The clearest explanation for Americanisation is the conversion of the political party to the cult of the leader. Gone are the days when an Atlee or Douglas Home could rise, people not particularly zealous or inspiring, but simply capable administrators, incapable of offense. The switch from a parliamentary party-controlled process for choosing the leadership to a membership dominated one, one closer to the American primary system for choosing their representatives, has changed the nature of our leaders. They gained a new sheen to them, a belief in their own hype, regardless of how legitimate that hype was. The Prime Minister is not a President, but by god they would love to be.

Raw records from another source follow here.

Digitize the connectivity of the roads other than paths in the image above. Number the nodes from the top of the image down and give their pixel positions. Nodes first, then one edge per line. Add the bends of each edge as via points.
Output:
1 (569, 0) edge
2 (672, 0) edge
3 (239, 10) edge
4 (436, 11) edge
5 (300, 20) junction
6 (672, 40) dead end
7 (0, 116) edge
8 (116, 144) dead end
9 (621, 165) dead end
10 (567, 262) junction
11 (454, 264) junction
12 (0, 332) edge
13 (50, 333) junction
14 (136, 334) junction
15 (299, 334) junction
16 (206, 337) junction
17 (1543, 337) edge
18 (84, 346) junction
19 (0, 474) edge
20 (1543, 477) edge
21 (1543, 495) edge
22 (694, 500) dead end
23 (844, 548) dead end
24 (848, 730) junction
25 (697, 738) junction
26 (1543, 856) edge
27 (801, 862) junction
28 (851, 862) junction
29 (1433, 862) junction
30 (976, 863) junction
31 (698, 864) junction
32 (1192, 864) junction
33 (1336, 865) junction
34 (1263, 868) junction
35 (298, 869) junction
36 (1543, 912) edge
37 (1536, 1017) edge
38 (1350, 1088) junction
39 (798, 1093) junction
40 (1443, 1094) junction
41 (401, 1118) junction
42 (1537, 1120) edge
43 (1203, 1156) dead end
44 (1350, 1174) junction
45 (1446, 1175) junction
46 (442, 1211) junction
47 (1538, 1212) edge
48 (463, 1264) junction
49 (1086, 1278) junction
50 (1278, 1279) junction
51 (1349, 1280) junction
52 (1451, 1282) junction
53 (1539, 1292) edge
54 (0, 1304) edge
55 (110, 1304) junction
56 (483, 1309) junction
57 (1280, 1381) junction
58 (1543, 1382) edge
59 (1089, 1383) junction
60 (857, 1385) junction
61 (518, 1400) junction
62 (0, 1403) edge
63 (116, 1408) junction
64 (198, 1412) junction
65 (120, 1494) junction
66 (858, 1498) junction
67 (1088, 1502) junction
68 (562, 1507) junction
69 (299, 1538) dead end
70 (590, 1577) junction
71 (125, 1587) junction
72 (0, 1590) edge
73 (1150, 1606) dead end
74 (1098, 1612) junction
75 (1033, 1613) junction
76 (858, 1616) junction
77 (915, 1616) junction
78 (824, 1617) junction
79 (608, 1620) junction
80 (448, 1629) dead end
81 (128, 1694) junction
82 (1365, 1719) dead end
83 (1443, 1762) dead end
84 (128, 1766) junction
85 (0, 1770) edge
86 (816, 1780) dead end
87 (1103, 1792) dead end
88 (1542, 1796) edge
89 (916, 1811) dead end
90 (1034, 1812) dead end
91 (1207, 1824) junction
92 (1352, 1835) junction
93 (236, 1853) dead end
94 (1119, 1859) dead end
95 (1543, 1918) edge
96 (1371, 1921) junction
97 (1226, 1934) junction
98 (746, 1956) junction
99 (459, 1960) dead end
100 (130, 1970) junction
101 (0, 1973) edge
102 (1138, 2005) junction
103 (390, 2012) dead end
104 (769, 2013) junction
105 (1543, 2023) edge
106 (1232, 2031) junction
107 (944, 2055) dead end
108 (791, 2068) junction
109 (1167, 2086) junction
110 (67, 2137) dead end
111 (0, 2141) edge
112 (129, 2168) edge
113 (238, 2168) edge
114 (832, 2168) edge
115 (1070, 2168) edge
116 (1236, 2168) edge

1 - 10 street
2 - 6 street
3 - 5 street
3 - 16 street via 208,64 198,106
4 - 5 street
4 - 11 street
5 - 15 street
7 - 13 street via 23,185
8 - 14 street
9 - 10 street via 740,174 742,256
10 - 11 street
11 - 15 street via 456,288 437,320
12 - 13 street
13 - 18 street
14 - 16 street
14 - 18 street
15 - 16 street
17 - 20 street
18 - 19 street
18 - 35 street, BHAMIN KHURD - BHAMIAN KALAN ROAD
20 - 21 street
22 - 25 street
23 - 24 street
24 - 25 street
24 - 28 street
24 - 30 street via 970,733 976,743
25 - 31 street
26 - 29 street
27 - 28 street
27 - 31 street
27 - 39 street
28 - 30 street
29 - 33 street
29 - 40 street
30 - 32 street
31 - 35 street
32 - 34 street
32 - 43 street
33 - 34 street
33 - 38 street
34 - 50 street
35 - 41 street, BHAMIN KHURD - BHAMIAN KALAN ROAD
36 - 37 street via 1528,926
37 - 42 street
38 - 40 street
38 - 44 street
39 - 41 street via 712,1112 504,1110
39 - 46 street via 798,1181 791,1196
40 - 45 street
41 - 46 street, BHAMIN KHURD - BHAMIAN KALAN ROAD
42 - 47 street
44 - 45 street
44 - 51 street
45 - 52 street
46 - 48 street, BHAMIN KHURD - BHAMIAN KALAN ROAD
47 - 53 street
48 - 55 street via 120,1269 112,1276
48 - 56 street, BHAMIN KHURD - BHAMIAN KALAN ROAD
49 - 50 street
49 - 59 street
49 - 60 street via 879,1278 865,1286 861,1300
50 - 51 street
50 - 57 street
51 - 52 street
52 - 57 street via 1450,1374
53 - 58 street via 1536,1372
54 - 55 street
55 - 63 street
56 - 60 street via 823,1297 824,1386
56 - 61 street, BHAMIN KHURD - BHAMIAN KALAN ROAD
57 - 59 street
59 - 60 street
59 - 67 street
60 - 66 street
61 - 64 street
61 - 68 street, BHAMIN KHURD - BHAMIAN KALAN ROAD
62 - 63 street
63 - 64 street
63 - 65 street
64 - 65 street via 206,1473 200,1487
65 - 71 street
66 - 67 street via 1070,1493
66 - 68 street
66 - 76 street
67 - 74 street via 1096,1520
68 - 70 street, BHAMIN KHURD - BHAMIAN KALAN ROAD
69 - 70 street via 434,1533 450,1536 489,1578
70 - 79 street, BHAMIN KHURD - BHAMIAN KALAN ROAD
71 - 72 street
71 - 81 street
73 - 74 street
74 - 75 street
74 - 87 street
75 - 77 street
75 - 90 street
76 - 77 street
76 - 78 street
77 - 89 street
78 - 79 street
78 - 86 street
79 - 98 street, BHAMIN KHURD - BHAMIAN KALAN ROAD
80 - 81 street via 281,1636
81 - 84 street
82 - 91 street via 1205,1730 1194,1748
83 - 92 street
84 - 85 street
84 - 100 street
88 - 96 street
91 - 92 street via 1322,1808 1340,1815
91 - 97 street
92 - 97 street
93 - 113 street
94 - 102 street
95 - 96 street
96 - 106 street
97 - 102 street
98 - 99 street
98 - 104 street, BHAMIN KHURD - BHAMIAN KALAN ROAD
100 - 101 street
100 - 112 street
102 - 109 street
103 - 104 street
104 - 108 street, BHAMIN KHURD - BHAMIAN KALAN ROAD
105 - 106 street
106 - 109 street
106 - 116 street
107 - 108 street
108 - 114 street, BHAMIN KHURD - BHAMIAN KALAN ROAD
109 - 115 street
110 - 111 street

But Parliament is not built for that. British politics used to be dominated by the big beasts, members of Parliament who provided alternatives to the leadership: Once, that meant Tony Benn, Ken Clarke, or Rab Butler. Now, it means Mark Francois and Richard Burgon. A leadership focused system can’t survive if there are alternatives to the central power. In America, this is avoided because of the natural hierarchy the three-branch system provides. But in parliament, where the party leader is supposed to be the first among equals, the only way to ensure success is to only elevate people too weak to ever overthrow you: that’s how people like Liam Fox, a now twice disgraced minister, or Priti Patel, who lost her last job in government for conducting secret diplomacy without the Prime Minister’s knowledge, thrive in frontline politics.

The great secret of Americanisation is that, for all they decry it, the media is the one pushing it. British elections are miserable affairs. For the media, which needs to maintain an audience, the flashier America style is an endless source of content. Consider the debates. Debates are a recent plague in British life – they were first held in 2010, but in America, the debates are central to the whole affair. In elections that might otherwise grow stale, debates are a jolt of adrenaline; with them fuelling the news cycle for days after. Just look at the man who claimed £80,000 wasn’t one of the top incomes in the country; that Question Time clip lasted for days.

The real reason Britain has aped America is because it’s easier. The US model of putting the whole campaign on the back of one person, allowing you to understand the entire election through the prism of one person’s successes or failures means less work for the media, and frankly less work for political parties. If everything is the fault of the leader, then all it takes to do better is to simply replace them. The pain is, it works; swapping in Johnson for May took the Tories from a death spiral to a staggering majority. We have given in. Our culture has accepted the transplant. Americanisation is here to stay. May God help us.